Chinese-America Bank Located in South California

Preferred Bank (保富銀行) is a California state-chartered bank founded in 1991 to serve the Chinese American community in Southern California. The bank expanded in 2015 through acquisition after facing inadequate leverage ratios and concerns about management from its regulator in 2010.

In 2023, Preferred Bank was ranked #10 on Bank Director's Top 25 U.S. Banks list.

== History ==
The bank was founded in 1991. In its early years the bank focused its services on the Chinese American community in Southern California.

Preferred Bank first announced an initial public offering in 1998, but postponed the offering due to poor market conditions.
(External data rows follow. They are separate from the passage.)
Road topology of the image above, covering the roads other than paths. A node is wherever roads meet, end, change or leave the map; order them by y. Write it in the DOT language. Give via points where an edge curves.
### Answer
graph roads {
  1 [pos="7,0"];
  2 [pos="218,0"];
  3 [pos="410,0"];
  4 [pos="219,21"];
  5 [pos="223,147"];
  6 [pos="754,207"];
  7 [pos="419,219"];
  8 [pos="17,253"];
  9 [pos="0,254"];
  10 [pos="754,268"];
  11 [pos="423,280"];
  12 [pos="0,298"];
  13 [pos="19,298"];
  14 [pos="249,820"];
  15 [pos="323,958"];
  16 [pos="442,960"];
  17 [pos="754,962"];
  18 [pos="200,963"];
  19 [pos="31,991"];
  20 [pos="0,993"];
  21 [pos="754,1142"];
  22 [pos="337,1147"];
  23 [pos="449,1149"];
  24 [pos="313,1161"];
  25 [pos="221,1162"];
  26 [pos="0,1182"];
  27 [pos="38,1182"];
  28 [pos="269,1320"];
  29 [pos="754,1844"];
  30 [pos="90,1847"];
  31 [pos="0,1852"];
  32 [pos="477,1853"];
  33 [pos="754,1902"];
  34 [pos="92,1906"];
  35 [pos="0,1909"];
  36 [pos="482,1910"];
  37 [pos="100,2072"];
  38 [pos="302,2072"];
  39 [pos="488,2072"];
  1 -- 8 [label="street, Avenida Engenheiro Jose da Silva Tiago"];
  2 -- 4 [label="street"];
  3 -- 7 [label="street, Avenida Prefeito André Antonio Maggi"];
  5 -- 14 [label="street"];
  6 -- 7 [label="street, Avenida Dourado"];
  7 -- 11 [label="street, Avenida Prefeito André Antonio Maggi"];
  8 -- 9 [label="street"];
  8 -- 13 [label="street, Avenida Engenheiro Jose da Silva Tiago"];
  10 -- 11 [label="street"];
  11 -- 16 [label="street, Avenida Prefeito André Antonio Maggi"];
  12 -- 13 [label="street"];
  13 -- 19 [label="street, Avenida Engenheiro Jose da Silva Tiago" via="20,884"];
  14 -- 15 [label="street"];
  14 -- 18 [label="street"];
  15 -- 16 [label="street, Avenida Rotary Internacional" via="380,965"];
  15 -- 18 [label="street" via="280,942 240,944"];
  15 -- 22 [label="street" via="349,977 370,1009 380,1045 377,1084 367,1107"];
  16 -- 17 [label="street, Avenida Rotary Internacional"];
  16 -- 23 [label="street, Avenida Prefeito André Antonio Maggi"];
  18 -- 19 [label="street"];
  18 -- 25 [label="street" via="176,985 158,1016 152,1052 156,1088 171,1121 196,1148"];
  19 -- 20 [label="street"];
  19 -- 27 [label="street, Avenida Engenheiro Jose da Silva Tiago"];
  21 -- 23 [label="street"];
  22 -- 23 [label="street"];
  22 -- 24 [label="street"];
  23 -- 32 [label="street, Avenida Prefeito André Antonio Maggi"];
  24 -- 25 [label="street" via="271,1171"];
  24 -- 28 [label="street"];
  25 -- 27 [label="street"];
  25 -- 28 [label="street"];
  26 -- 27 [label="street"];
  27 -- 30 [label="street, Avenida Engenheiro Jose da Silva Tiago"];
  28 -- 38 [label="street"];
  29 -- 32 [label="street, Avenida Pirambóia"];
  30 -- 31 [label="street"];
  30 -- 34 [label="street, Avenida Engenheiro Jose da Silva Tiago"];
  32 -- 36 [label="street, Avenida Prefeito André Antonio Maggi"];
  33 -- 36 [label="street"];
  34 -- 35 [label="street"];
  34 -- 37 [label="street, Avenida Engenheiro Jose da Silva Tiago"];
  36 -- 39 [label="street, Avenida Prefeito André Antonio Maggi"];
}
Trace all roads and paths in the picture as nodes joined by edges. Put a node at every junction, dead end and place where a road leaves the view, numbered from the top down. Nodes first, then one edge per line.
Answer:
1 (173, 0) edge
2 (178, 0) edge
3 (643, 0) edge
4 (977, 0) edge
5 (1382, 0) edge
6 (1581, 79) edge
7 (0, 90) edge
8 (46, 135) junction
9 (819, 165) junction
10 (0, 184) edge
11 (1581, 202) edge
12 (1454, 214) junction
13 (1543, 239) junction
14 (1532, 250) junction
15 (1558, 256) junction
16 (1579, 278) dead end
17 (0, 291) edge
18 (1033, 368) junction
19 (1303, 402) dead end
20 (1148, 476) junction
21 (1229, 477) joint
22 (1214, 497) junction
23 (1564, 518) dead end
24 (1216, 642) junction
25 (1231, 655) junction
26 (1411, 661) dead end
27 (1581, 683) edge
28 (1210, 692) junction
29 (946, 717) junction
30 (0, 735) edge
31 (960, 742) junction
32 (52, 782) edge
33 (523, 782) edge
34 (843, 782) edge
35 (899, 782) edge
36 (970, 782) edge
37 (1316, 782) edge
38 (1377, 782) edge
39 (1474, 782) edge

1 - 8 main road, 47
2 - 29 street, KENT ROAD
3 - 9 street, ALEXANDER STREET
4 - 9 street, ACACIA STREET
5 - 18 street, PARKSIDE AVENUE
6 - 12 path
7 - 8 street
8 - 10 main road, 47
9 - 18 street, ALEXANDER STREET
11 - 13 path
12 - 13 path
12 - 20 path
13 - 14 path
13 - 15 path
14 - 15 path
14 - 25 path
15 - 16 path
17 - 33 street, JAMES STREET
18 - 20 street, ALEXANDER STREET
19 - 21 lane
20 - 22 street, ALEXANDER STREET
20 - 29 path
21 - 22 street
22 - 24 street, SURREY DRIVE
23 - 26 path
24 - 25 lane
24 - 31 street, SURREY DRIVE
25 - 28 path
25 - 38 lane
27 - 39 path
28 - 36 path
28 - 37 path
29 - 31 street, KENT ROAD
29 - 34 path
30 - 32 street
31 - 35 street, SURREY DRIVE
Its eventual IPO in 2005 raised over US$80 million in a sale of over 2 million shares. Preferred Bank is listed on NASDAQ.

An inadequate leverage ratio and concerns about management led to a consent decree in March 2010, later lifted and replaced with a memorandum of understanding, in which California banking regulators required the bank to review its management policies and increase its liquidity. In 2015, Preferred Bank acquired United International Bank of Flushing, New York. The loan obligations taken on as part of the acquisition increased its percentage of problem assets significantly, and after losing money on the disposal of problem assets, the company returned to a focus on local business rather than acquisitions.